SU-E-J-78: Enhance Patient Positioning Accuracy with Optically Guided Frameless Target Localization Technique for Intracranial Radiation Therapy.

Abstract

To make use of the optical guided frameless stereotactic target localization technique to detect the interfraction and intrafraction patient positioning errors and correct the patient position for fractional intracranial therapy, therefore, to enhance the patient positioning accuracy. Four patients who underwent fractionated intracranial intensity modulated radiation therapy (IMRT) were studied. For each patient, in addition to the thermoplastic head mask, frameless array and bite-block were used for patient positioning. Optical guided frameless planning was utilized to define the coordinates of the isocenter during the treatment planning procedure. In each treatment fraction, the patient was first set up by matching the room lasers to the BB markers attached on the mask. The optical guided frameless system then captured the patient position and reported displacements of the current patient position to the planned patient position. These displacements were called interfraction errors. The treatment plan was designed to have up to 8 non-coplanar fields. Dose delivery of the non-coplanar fields required couch rotation which introduced isocenter displacements called intrafraction errors. Population statistics of interfraction and intrafraction errors (4 patient, 110 fractions) were calculated. The optical guided frameless system monitored the patient positioning errors and provided guidance for correction prior to the dose delivery.
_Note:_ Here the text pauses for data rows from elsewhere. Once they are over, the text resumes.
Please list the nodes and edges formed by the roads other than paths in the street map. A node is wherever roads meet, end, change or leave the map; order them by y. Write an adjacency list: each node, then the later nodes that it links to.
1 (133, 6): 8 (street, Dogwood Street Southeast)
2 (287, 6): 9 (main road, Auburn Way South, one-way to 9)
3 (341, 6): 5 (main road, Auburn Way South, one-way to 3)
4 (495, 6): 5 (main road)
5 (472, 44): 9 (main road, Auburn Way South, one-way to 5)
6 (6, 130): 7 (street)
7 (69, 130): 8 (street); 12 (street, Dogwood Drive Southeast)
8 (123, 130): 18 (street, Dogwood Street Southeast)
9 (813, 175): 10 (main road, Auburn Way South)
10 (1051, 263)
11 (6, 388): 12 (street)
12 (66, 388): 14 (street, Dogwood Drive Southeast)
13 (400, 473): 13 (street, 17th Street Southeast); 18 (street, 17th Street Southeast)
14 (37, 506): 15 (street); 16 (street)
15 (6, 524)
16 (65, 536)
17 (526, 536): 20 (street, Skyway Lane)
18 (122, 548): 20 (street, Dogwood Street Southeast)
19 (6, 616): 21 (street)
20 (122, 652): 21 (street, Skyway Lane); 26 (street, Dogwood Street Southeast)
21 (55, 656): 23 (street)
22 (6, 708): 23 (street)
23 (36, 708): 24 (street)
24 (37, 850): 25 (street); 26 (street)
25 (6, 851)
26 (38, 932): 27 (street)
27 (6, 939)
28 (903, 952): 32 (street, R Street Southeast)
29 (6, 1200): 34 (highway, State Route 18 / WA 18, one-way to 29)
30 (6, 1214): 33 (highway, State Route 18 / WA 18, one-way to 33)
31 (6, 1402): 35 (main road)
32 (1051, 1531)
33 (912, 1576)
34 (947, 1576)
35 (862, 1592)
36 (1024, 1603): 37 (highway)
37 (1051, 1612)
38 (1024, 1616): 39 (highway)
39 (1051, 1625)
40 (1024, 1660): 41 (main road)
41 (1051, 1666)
Among all patients and radiation treatment fractions, the overall detected interfraction error was 3.6±1.3 mm (mean ±SD) and the intrafraction error was 1.4±0.8 mm. Both types of errors were online corrected with the guidance of optical guided frameless system. Conventional laser guided thermoplastic mask patient position for intracranial therapy has interfraction and intrafraction errors. The optical guided frameless target localization technique allows clinicians to dectect and correct these errors online, therefore, to enhance the patient positioning accuracy for intracranial radiation therapy.